WORK INSTRUCTIONS:
Would you copy each line of the records that includes the word "улица"?

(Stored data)

----------

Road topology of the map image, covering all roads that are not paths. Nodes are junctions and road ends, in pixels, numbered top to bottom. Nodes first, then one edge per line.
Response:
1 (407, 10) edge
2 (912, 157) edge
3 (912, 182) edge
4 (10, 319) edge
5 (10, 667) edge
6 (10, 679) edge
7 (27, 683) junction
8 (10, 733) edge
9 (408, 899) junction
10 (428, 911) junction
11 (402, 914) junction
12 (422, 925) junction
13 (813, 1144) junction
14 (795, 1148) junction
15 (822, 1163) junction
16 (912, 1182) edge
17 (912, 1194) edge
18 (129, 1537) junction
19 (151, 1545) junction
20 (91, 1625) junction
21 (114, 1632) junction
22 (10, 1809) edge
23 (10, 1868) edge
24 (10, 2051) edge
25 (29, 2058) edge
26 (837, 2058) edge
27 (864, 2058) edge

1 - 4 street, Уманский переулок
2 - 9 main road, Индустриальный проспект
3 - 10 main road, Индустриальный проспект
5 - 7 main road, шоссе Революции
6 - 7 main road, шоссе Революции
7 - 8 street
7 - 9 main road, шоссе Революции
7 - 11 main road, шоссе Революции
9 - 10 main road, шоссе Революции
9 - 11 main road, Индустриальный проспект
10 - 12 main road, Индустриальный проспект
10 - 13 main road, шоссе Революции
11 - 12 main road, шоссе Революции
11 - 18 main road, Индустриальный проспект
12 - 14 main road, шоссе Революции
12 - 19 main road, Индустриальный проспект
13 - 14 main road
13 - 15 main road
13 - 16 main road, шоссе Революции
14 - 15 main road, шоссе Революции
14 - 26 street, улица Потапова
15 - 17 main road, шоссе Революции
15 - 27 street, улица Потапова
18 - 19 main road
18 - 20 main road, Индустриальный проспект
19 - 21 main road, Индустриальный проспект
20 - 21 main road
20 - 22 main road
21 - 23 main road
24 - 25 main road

----------

THE COMPLETED TASK:
14 - 26 street, улица Потапова
15 - 27 street, улица Потапова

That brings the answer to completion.